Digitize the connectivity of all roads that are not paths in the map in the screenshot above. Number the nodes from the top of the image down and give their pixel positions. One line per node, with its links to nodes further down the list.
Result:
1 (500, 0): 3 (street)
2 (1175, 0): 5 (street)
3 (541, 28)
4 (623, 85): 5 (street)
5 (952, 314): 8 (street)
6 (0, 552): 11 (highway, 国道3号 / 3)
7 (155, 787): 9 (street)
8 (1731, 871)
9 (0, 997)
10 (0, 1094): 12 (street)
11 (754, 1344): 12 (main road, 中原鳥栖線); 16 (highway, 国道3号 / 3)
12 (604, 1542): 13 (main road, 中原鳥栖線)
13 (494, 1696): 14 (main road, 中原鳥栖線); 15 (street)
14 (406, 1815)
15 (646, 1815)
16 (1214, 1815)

WORK INSTRUCTION —
Return every record above exactly as written.

EXERCISE RESULT —
Digitize the connectivity of all roads that are not paths in the map in the screenshot above. Number the nodes from the top of the image down and give their pixel positions. One line per node, with its links to nodes further down the list.
Result:
1 (500, 0): 3 (street)
2 (1175, 0): 5 (street)
3 (541, 28)
4 (623, 85): 5 (street)
5 (952, 314): 8 (street)
6 (0, 552): 11 (highway, 国道3号 / 3)
7 (155, 787): 9 (street)
8 (1731, 871)
9 (0, 997)
10 (0, 1094): 12 (street)
11 (754, 1344): 12 (main road, 中原鳥栖線); 16 (highway, 国道3号 / 3)
12 (604, 1542): 13 (main road, 中原鳥栖線)
13 (494, 1696): 14 (main road, 中原鳥栖線); 15 (street)
14 (406, 1815)
15 (646, 1815)
16 (1214, 1815)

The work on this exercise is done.